* [EXERCISE INPUTS]:
___

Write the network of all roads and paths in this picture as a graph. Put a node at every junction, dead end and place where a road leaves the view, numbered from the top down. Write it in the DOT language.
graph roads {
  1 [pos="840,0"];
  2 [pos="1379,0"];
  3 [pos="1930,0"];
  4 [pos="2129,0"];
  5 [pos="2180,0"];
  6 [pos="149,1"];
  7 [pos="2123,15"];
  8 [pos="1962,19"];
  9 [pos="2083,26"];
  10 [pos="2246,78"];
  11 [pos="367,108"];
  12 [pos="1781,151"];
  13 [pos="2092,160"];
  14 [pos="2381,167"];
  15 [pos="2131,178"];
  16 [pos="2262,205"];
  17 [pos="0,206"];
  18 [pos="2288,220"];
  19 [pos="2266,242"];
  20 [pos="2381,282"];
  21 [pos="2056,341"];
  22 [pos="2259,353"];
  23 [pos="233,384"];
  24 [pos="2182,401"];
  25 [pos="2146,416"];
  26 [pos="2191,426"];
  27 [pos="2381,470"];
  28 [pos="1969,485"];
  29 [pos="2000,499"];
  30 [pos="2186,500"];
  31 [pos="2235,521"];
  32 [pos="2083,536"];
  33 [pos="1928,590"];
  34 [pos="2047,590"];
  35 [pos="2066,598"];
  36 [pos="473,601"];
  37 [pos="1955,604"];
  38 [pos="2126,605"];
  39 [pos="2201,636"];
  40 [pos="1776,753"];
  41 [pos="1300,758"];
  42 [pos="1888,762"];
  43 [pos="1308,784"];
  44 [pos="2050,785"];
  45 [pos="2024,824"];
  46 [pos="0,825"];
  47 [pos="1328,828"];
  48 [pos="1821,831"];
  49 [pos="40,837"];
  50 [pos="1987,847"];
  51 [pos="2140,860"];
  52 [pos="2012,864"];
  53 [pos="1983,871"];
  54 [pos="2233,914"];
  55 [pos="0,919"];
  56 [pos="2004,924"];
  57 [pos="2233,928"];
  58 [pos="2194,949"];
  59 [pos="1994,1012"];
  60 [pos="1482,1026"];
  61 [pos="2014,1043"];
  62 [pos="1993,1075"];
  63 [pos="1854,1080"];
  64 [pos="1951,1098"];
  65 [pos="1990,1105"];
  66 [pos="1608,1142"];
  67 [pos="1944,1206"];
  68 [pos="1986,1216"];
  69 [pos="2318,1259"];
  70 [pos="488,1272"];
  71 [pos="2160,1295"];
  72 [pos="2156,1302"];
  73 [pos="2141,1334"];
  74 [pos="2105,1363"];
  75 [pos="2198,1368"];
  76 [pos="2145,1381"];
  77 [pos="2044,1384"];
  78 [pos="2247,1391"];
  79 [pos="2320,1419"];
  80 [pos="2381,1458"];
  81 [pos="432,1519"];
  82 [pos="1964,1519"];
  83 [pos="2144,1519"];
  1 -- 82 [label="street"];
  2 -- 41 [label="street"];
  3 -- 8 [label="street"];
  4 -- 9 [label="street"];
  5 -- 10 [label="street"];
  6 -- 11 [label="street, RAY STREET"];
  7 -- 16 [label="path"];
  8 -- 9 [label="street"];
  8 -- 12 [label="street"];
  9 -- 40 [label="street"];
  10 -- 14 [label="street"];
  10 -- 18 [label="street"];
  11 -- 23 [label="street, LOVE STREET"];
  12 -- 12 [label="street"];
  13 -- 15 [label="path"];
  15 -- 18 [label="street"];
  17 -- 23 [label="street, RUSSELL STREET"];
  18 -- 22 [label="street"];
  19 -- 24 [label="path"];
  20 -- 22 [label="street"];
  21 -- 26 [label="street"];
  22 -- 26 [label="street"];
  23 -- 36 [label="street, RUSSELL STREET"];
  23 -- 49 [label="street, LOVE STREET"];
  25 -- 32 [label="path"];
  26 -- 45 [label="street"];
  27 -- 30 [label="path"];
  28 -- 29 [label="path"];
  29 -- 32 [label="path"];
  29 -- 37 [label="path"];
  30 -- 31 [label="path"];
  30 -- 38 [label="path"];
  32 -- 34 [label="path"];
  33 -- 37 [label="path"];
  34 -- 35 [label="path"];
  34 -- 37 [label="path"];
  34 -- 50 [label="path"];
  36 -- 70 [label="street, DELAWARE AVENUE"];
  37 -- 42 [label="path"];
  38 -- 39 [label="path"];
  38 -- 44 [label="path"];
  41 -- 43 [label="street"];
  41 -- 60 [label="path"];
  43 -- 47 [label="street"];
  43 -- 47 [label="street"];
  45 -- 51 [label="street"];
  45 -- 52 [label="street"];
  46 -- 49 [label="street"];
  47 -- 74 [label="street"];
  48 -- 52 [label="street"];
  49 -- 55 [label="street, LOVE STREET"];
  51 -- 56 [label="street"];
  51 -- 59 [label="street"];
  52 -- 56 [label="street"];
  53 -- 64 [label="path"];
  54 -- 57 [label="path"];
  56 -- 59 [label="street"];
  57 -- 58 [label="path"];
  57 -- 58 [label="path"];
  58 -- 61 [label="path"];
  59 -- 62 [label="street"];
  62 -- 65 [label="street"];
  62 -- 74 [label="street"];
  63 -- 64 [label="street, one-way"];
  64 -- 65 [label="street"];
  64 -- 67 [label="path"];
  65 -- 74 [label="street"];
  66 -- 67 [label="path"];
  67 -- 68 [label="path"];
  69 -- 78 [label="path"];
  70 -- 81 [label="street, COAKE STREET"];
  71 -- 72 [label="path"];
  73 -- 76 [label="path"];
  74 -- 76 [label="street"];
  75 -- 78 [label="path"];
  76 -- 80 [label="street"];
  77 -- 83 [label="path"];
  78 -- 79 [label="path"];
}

___

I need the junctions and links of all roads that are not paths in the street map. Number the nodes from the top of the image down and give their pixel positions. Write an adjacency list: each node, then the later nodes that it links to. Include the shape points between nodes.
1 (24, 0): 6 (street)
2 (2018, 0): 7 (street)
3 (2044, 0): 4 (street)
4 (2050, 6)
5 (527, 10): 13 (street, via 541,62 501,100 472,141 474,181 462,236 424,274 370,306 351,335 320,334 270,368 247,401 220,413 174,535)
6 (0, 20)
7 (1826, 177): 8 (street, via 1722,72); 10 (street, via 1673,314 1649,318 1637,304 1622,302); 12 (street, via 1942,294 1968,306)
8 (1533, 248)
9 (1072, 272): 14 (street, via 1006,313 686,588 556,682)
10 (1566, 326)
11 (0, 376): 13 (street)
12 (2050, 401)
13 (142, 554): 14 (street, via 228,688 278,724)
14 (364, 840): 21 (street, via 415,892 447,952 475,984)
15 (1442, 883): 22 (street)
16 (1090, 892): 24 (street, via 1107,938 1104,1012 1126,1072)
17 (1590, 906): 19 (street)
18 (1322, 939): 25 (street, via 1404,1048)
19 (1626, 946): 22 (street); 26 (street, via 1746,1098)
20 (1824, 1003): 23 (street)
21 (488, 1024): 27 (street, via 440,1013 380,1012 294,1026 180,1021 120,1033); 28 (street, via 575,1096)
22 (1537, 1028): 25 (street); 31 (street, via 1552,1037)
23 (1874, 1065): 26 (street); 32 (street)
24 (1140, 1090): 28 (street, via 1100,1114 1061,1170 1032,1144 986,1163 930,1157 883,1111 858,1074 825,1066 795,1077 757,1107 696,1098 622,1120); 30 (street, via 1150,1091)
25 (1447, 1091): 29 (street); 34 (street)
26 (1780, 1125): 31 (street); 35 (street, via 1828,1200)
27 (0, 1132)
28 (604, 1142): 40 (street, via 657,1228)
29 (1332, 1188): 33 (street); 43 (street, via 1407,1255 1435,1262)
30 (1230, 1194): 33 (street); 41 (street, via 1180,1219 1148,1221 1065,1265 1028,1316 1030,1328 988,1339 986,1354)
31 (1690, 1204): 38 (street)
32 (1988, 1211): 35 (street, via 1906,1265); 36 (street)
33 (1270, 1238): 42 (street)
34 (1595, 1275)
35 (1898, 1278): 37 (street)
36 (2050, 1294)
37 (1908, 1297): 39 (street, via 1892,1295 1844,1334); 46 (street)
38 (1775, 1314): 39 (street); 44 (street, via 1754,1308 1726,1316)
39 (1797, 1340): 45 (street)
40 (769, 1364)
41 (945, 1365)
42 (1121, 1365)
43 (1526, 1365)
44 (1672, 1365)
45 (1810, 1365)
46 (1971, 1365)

___

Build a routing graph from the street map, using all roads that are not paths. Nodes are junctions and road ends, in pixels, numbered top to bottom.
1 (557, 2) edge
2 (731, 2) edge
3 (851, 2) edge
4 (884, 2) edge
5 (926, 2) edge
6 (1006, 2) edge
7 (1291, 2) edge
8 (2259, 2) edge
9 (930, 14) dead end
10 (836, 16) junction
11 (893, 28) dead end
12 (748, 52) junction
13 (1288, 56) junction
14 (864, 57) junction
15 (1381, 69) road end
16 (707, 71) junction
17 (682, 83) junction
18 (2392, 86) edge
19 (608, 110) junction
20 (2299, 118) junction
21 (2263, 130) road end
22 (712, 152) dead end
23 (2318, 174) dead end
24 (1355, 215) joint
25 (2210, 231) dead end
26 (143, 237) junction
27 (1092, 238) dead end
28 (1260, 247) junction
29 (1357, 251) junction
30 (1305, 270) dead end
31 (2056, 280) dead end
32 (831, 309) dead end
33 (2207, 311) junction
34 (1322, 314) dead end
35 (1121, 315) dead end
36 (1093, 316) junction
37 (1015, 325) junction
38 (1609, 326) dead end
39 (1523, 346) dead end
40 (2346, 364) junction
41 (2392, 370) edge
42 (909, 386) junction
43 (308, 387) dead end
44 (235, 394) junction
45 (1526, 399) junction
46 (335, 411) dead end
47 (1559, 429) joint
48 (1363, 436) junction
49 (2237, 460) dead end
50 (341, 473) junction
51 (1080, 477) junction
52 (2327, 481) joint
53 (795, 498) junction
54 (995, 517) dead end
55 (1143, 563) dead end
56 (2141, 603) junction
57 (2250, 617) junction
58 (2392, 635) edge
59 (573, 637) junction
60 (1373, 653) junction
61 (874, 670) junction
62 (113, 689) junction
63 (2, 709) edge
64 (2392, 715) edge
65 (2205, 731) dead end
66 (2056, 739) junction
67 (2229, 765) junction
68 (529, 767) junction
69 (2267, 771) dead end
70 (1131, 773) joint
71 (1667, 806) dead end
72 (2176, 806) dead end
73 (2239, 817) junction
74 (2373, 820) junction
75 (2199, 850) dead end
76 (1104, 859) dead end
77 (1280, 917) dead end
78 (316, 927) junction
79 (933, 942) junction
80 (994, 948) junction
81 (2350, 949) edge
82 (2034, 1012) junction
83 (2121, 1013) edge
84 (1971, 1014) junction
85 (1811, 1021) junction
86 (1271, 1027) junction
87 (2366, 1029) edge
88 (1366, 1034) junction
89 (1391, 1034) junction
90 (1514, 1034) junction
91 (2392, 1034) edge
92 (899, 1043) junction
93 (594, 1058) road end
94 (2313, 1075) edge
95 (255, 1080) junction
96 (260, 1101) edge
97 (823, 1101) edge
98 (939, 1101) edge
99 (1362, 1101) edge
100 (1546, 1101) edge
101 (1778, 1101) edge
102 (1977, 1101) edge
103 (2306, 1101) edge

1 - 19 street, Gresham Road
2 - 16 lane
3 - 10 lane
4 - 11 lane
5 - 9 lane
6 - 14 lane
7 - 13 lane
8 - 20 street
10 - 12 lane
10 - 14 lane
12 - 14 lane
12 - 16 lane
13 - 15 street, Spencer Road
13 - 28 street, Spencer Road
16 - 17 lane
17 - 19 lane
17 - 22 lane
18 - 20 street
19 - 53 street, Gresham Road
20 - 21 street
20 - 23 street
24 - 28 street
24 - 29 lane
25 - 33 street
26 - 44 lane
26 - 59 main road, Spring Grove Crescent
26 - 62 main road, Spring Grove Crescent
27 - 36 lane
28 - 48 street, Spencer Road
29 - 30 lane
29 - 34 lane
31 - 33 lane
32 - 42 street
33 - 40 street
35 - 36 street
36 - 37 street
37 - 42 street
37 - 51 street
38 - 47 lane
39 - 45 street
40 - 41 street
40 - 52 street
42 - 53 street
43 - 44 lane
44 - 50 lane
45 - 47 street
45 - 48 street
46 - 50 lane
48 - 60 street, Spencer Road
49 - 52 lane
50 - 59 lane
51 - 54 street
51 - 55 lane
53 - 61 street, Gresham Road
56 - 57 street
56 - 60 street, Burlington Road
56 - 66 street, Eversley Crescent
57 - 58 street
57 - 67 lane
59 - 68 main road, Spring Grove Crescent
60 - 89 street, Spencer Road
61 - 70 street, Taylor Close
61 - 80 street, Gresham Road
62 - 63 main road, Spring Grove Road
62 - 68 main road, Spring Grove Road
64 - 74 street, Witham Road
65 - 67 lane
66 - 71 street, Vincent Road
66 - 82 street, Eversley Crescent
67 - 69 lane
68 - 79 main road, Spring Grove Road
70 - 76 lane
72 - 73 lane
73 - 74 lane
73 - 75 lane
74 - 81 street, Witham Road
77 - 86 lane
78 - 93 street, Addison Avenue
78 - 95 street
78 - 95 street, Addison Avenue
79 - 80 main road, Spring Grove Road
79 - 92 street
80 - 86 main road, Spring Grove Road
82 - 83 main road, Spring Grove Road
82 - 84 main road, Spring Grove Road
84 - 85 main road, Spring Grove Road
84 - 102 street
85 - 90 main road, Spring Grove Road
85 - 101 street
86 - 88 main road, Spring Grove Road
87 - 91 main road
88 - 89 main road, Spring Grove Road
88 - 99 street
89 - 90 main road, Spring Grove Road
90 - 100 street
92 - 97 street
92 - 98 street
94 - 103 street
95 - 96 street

___

* [TASK DESCRIPTION]: Determine how many lines of the records hold the word "Spencer", giving only that number.

* [ANSWER]: 5